Вспыхнул Хотен и, пришпорив ни в чём не повинного своего Черныша, выскочил вперёд. Не оборачиваясь, поблагодарил ядовито:
– Спасибо тебе моё огромное, княже Всеволод Ростиславович! Не очень-то и нужно мне тебя выслушивать, а захочу узнать, о чём твою милость спрашивал, так лучше сам на место съезжу. Ведь это святилище под селом Ямполем, в Теребовльском княжестве, от стольного города Теребовля верстах в тридцати – разве не так? Вспомнил ужи сам…
Тут же Севка-князёк снова нарисовался слева. Хлопнул строптивого слушателя по плечу, скривился, удивлённо посмотрел на ушибленную ладонь (Хотен не счёл нужным ему докладывать, что после неких прискорбных событий предпочитает не выходить из дому без кольчуги, а в дороге так уж точно не снимает) и заговорил как ни в чём не бывало:
– Рассказывают, что в древности на тот обряд олень сам выходил из лесу к храму, чтобы его принесли в жертву. А после того, как некие невежи очередного оленя перед обрядом обидели, тот олень не остался у них и исчез в лесу. Старцы градские долго совещались с тогдашним жрецом, и решено было вместо оленя принести в жертву его замену, красного быка. Зима в тот год выдалась нестерпимо долгой, но лето, хоть и короткое да холодное, всё-таки наступило. После олени ни разу больше не приходили.

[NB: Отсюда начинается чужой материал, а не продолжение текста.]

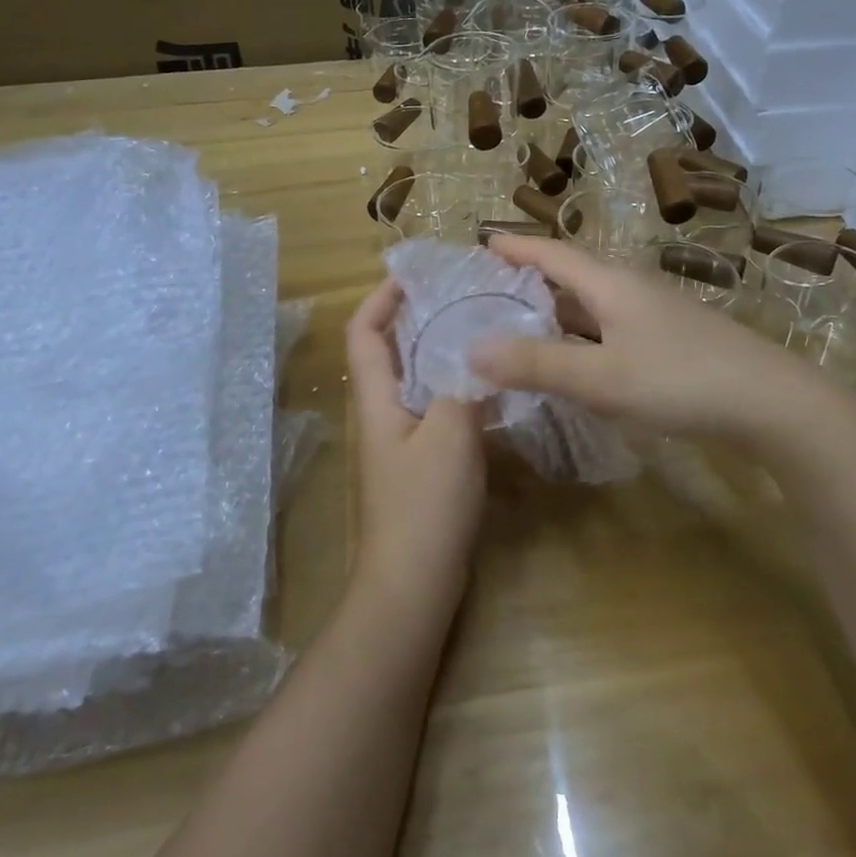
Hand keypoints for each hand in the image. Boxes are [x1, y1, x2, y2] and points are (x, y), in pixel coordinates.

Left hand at [344, 279, 487, 622]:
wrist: (416, 581)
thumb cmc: (425, 504)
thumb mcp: (450, 434)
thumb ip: (462, 386)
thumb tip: (477, 351)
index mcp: (377, 398)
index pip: (365, 332)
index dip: (382, 298)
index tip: (416, 275)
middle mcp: (383, 412)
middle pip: (390, 351)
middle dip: (418, 317)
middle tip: (463, 295)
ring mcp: (402, 439)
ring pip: (416, 379)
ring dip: (441, 351)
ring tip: (482, 328)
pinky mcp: (423, 462)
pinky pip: (436, 408)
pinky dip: (457, 386)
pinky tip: (491, 383)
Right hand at [471, 234, 824, 440]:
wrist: (771, 403)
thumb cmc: (680, 379)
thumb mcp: (600, 377)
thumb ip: (537, 363)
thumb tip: (472, 348)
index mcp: (611, 284)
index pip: (552, 253)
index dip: (516, 248)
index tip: (481, 243)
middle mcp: (631, 290)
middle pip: (571, 275)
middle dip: (529, 280)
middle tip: (488, 291)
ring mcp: (654, 316)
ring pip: (592, 305)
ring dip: (555, 311)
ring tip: (519, 324)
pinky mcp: (670, 342)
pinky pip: (609, 329)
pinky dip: (580, 337)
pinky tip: (573, 359)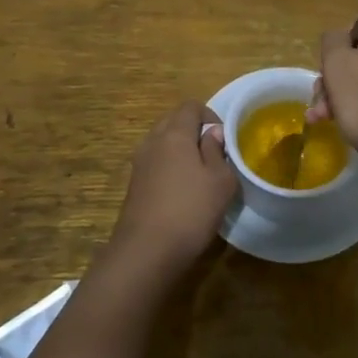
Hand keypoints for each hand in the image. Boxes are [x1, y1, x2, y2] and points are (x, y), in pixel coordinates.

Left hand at [109, 101, 237, 282]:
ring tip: (199, 176)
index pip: (191, 106)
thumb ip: (218, 151)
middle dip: (194, 132)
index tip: (224, 141)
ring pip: (163, 143)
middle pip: (174, 121)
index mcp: (174, 133)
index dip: (211, 116)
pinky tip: (181, 194)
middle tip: (213, 157)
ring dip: (181, 151)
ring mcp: (139, 163)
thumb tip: (212, 133)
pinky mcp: (134, 184)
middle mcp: (153, 141)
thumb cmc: (190, 211)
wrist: (146, 252)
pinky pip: (155, 163)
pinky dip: (169, 168)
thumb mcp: (220, 181)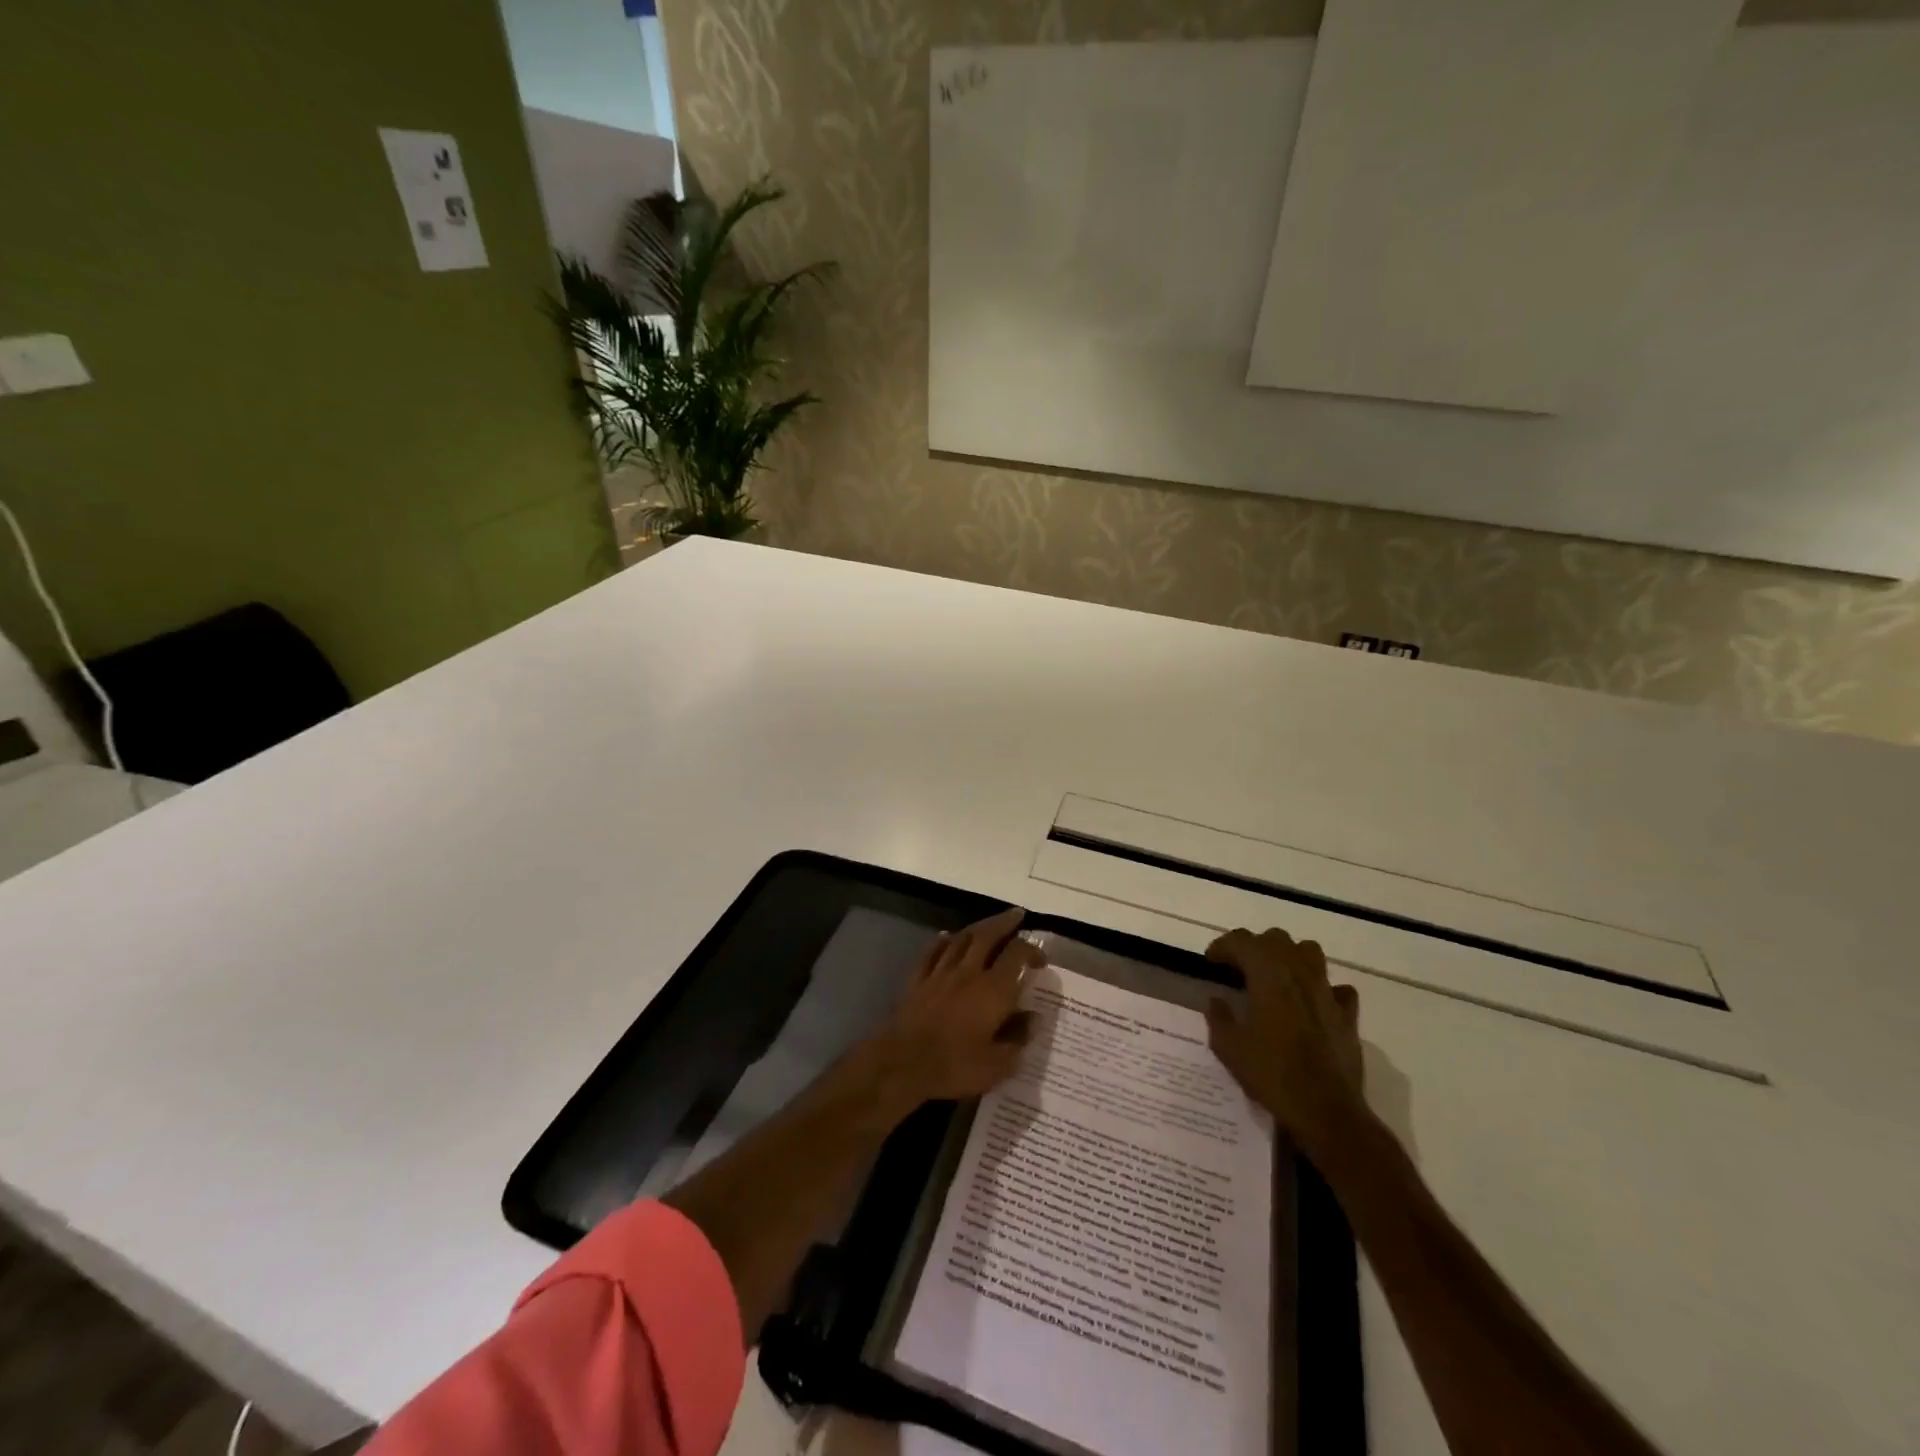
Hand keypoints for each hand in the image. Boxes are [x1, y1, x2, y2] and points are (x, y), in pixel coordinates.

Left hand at [864, 907, 1039, 1113]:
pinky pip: (932, 952)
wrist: (902, 1062)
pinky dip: (942, 941)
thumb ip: (1018, 1038)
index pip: (1017, 955)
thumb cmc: (954, 1065)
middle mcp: (969, 972)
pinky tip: (946, 937)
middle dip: (1005, 922)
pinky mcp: (918, 980)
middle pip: (988, 935)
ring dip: (977, 928)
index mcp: (993, 990)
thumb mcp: (997, 1064)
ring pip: (961, 939)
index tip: (1041, 959)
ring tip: (988, 924)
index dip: (1032, 950)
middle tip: (1017, 915)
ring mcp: (940, 973)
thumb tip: (1034, 1018)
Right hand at [1205, 927, 1366, 1157]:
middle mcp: (1299, 974)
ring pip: (1310, 952)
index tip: (1210, 961)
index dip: (1223, 946)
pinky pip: (1337, 988)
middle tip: (1240, 967)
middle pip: (1276, 939)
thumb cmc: (1272, 1075)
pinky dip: (1323, 988)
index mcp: (1268, 976)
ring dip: (1290, 956)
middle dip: (1255, 946)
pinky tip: (1312, 1003)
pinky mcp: (1347, 1016)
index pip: (1242, 942)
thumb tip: (1216, 1002)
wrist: (1327, 1111)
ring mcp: (1327, 993)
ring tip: (1276, 975)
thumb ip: (1218, 1018)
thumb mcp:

– А чем их обидели те невежи, княже?
– По-разному говорят. Слыхал я, что из лесу выходило два оленя, а не один. И одного приносили в жертву, другого же по обычаю жрец отпускал. А невежи будто бы закололи и второго. А Весёлка покойный мне рассказывал, будто бы олень приходил всегда один, да как-то припоздал, его не дождались и закололи быка – а олень посмотрел-посмотрел, развернулся, ушёл в лес, и больше уже олени на праздник не приходили.
– Весёлка-скоморох? Знал я его…
– Ну да, у него же та книга Боянова хранилась, что ты её потом у меня силой отобрал… Несмеяну увёл, книгу заветную отобрал – и почему это я с тобою ещё разговариваю, сыщик?
– Почему? Да скуку дорожную разгоняешь, только и всего… И как это я у тебя девицу увёл, если ты сам позволил ей уйти в монастырь? А книга моя была, собственная, мне моим духовным отцом старцем завещанная…
– Да Бог уж с тобою, толстошеим везунчиком! Я на тот праздник со старым Весёлкой ездил, а он ехал с учёной козой, которая за нашими клячами бежала, словно охотничья собака. Я в те поры до того древней нашею верою увлекся, что даже крест с шеи снял да выбросил, ходил вместо него со змеевиком. А тогда, когда мы до того святилища добрались, я сперва, ещё до обряда, стену ту сохранившуюся добре рассмотрел, а потом и весь обряд наблюдал – и не вру, ей-богу! – с трепетом сердечным. На стене же было вырезано и раскрашено красками вот что. Если справа начать рассматривать, то стоит там олень, красной краской, суриком подкрашенный: пришёл только что, стало быть, на заклание. Далее на коленях стоит жрец, тот самый, на тебя, сыщик, и на медведя разом похожий, и протягивает перед собою чашу с красной же кровью, оленьей, понятно, сцеженной из уже заколотого оленя. А предлагает он чашу святому дереву, и на дереве том сидит петух – тот самый святой петух Будимир, что нам время жизни нашей отмеривает.